On 2010 Aug 30, at 05:42, Joanna Carter wrote:

> The usual way to handle this would be to have a simple boolean property on 
> the controller class…

True, but let's answer the poster's question,

> Le 30 août 2010 à 13:26, co...@wamundson.eu a écrit :
> 
>> Can this binding be done … completely in the nib file (in IB)?

The answer is yes because the controller Joanna refers to may be an 
NSObjectController from the Library in IB.
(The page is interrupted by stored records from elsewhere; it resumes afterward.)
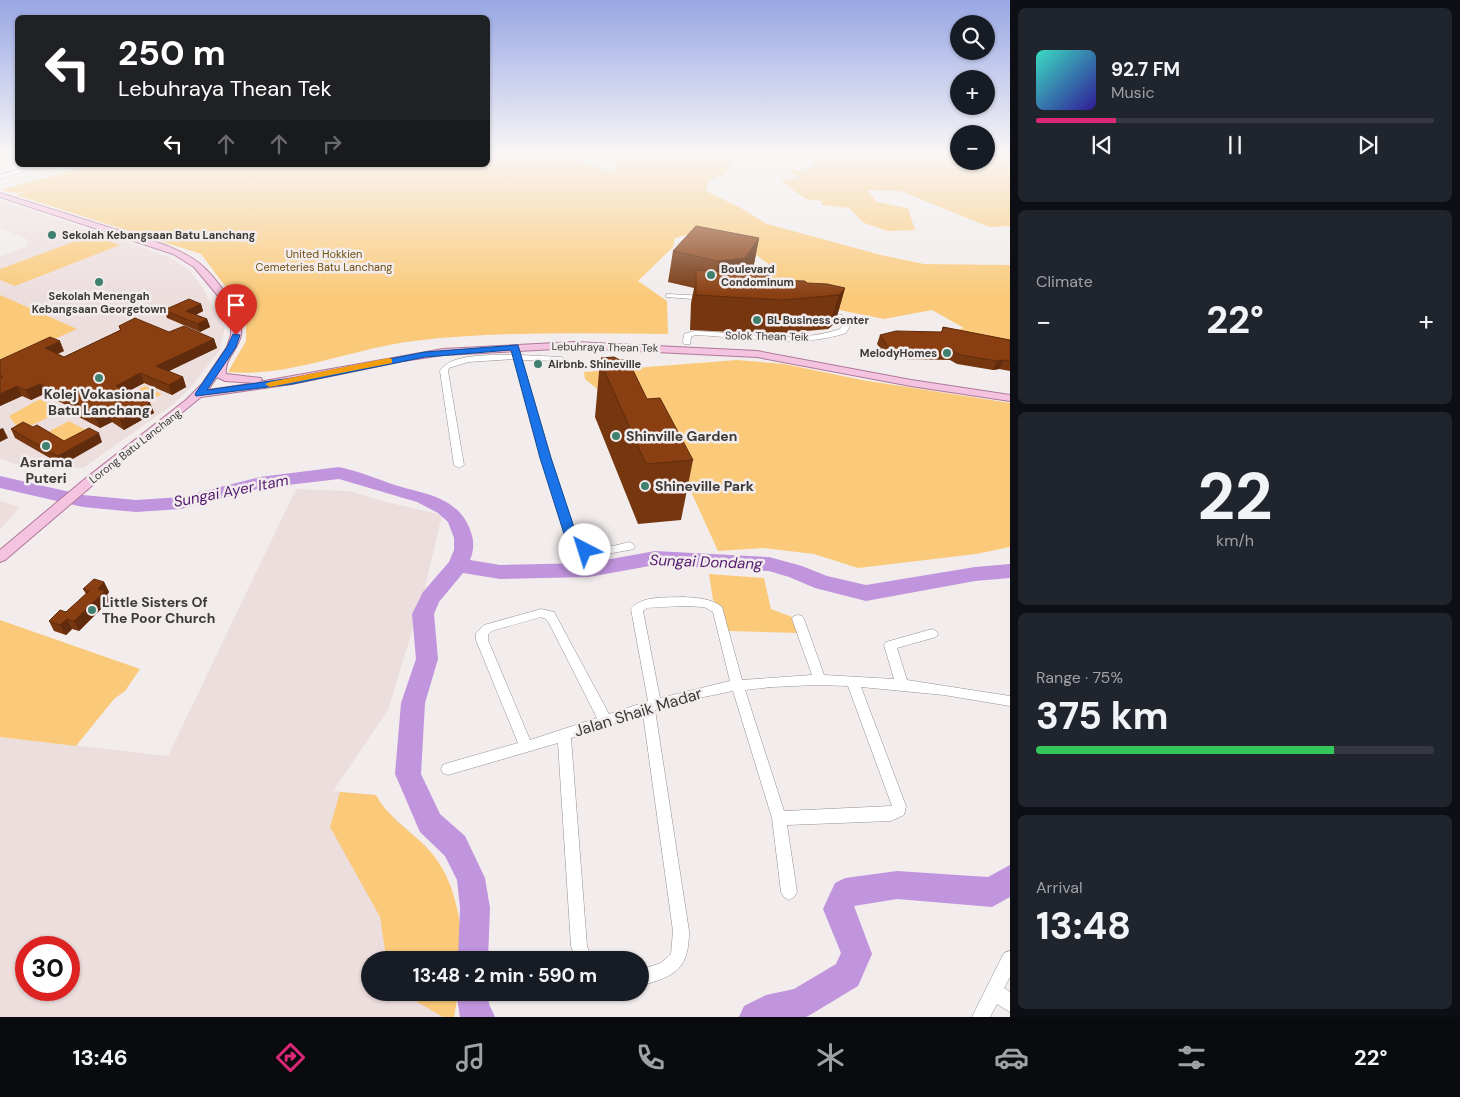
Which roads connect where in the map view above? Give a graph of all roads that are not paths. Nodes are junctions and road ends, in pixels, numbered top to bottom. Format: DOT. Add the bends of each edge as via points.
graph roads {
  1 [pos="17,200"];
  2 [pos="668,296"];
  3 [pos="712,298"];
  4 [pos="817,312"];
  5 [pos="687,342"];
  6 [pos="633,347"];
  7 [pos="516,352"];
  8 [pos="739,352"];
  9 [pos="562,359"];
  10 [pos="220,365"];
  11 [pos="258,380"];
  12 [pos="202,390"];
  13 [pos="1008,396"];
  14 [pos="459,465"];
  15 [pos="630,546"];
  16 [pos="0,557"];
  17 [pos="798,619"];
  18 [pos="932,634"];
  19 [pos="820,681"];
  20 [pos="853,682"];
  21 [pos="737,686"];
  22 [pos="903,686"];
  23 [pos="1010,701"];
  24 [pos="651,705"];
  25 [pos="605,720"];
  26 [pos="564,735"];
  27 [pos="526,746"];
  28 [pos="448,769"];
  29 [pos="779,818"];
  30 [pos="789,892"];
  31 [pos="581,951"];
  32 [pos="1010,959"];
  33 [pos="649,976"];
  34 [pos="994,991"];
  35 [pos="1010,1003"];
  36 [pos="980,1017"];
  1 -- 10 [label="main road, Lorong Batu Lanchang" via="162,247 197,265 228,303 236,323 232,347"];
  2 -- 3 [label="street"];
  4 -- 5 [label="street, Solok Thean Teik" via="839,317 846,328 832,335 782,338 694,333 687,336"];
  5 -- 6 [label="main road" via="681,346"];
  5 -- 8 [label="main road"];
  5 -- 11 [label="main road, Lebuhraya Thean Tek" via="588,339 447,345"];
  5 -- 13 [label="main road, Lebuhraya Thean Tek" via="768,349"];
  6 -- 7 [label="main road, Lebuhraya Thean Tek" via="575,345"];
  6 -- 8 [label="main road, Lebuhraya Thean Tek"];
  7 -- 9 [label="street"];
  7 -- 12 [label="main road, Lebuhraya Thean Tek" via="425,354 292,381"];
  7 -- 14 [label="street" via="457,361 446,367 444,371"];
  7 -- 15 [label="street" via="572,540 577,546 595,552"];
  8 -- 13 [label="main road, Lebuhraya Thean Tek" via="777,356 903,382"];
  10 -- 11 [label="main road" via="221,375 225,378"];
  10 -- 12 [label="main road, Lorong Batu Lanchang"];
  11 -- 12 [label="main road, Lebuhraya Thean Tek"];
  12 -- 16 [label="main road, Lorong Batu Lanchang"];
  17 -- 19 [label="street"];
  18 -- 22 [label="street" via="890,645"];
  19 -- 20 [label="street, Jalan Shaik Madar"];
  19 -- 21 [label="street, Jalan Shaik Madar" via="771,681"];
  20 -- 22 [label="street, Jalan Shaik Madar"];
  20 -- 29 [label="street" via="898,810 891,814"];
  21 -- 24 [label="street, Jalan Shaik Madar"];
  21 -- 24 [label="street" via="715,606 704,602 644,604 636,613"];
  21 -- 29 [label="street"];
  22 -- 23 [label="street, Jalan Shaik Madar"];
  24 -- 25 [label="street, Jalan Shaik Madar"];
  24 -- 33 [label="street" via="682,950 672,965"];
  25 -- 26 [label="street, Jalan Shaik Madar"];
  25 -- 27 [label="street" via="550,615 541,613 488,628 482,633 482,640"];
  26 -- 27 [label="street, Jalan Shaik Madar"];
  26 -- 31 [label="street"];
  27 -- 28 [label="street, Jalan Shaik Madar"];
  29 -- 30 [label="street"];
  32 -- 34 [label="street"];
  34 -- 35 [label="street"];
  34 -- 36 [label="street"];
}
Because the "Bind to" popup in Interface Builder's Inspector ▸ Bindings only 
shows the "controller" objects to which controls are typically bound, you 
cannot bind the Enabled binding of a text field directly to, say, the state of 
a button in Interface Builder.  But sometimes Apple leaves little hooks for 
"the other 20%" of us to do it Our Way.  Drop in an NSObjectController, and 
bind the text field's Enabled binding instead to the object controller with 
Controller Key = "content".  Then, bind the Value binding of the button to the 
same object controller with same Controller Key = "content".  Voila.

A similar arrangement allows one to codelessly bind a tab view's selected item 
to a segmented control.

Establishing bindings which IB doesn't sanction like this is one of the two 
uses I've discovered for what I once thought was a rather lame device.  In this 
case, think of NSObjectController as a RCA-phono to phone-plug adapter.